_LISTED RECORDS_

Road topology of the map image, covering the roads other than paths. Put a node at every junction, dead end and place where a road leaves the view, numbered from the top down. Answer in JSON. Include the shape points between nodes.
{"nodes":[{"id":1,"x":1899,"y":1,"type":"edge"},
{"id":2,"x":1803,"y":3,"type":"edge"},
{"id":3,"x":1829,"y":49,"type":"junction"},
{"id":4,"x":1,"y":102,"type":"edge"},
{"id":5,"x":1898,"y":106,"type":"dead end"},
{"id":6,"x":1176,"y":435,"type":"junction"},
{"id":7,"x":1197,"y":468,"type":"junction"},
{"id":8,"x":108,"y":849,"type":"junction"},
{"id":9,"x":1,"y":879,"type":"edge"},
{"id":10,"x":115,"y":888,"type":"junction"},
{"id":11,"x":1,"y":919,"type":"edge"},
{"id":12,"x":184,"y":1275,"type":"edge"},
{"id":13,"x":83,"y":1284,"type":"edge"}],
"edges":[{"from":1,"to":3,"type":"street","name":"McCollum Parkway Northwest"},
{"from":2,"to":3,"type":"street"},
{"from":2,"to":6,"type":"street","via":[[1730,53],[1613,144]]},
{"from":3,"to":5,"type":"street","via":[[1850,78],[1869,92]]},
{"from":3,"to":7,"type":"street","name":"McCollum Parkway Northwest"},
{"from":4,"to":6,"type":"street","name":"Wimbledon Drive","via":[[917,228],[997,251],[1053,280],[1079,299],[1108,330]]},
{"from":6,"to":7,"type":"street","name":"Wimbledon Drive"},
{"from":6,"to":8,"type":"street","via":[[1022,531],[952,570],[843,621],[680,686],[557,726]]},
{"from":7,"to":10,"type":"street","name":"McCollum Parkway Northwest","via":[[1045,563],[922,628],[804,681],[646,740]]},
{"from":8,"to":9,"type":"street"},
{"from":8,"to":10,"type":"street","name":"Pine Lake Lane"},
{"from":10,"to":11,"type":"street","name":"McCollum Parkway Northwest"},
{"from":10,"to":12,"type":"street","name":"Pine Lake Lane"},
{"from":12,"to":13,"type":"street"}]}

_EXERCISE_
Your answer must contain every line of the records, exactly.

_ANSWER BOX_
Road topology of the map image, covering the roads other than paths. Put a node at every junction, dead end and place where a road leaves the view, numbered from the top down. Answer in JSON. Include the shape points between nodes.
{"nodes":[{"id":1,"x":1899,"y":1,"type":"edge"},
{"id":2,"x":1803,"y":3,"type":"edge"},
{"id":3,"x":1829,"y":49,"type":"junction"},
{"id":4,"x":1,"y":102,"type":"edge"},
{"id":5,"x":1898,"y":106,"type":"dead end"},
{"id":6,"x":1176,"y":435,"type":"junction"},
{"id":7,"x":1197,"y":468,"type":"junction"},
{"id":8,"x":108,"y":849,"type":"junction"},
{"id":9,"x":1,"y":879,"type":"edge"},
{"id":10,"x":115,"y":888,"type":"junction"},
{"id":11,"x":1,"y":919,"type":"edge"},
{"id":12,"x":184,"y":1275,"type":"edge"},
{"id":13,"x":83,"y":1284,"type":"edge"}],
"edges":[{"from":1,"to":3,"type":"street","name":"McCollum Parkway Northwest"},
{"from":2,"to":3,"type":"street"},
{"from":2,"to":6,"type":"street","via":[[1730,53],[1613,144]]},
{"from":3,"to":5,"type":"street","via":[[1850,78],[1869,92]]},
{"from":3,"to":7,"type":"street","name":"McCollum Parkway Northwest"},
{"from":4,"to":6,"type":"street","name":"Wimbledon Drive","via":[[917,228],[997,251],[1053,280],[1079,299],[1108,330]]},
{"from":6,"to":7,"type":"street","name":"Wimbledon Drive"},
{"from":6,"to":8,"type":"street","via":[[1022,531],[952,570],[843,621],[680,686],[557,726]]},
{"from":7,"to":10,"type":"street","name":"McCollum Parkway Northwest","via":[[1045,563],[922,628],[804,681],[646,740]]},
{"from":8,"to":9,"type":"street"},
{"from":8,"to":10,"type":"street","name":"Pine Lake Lane"},
{"from":10,"to":11,"type":"street","name":"McCollum Parkway Northwest"},
{"from":10,"to":12,"type":"street","name":"Pine Lake Lane"},
{"from":12,"to":13,"type":"street"}]}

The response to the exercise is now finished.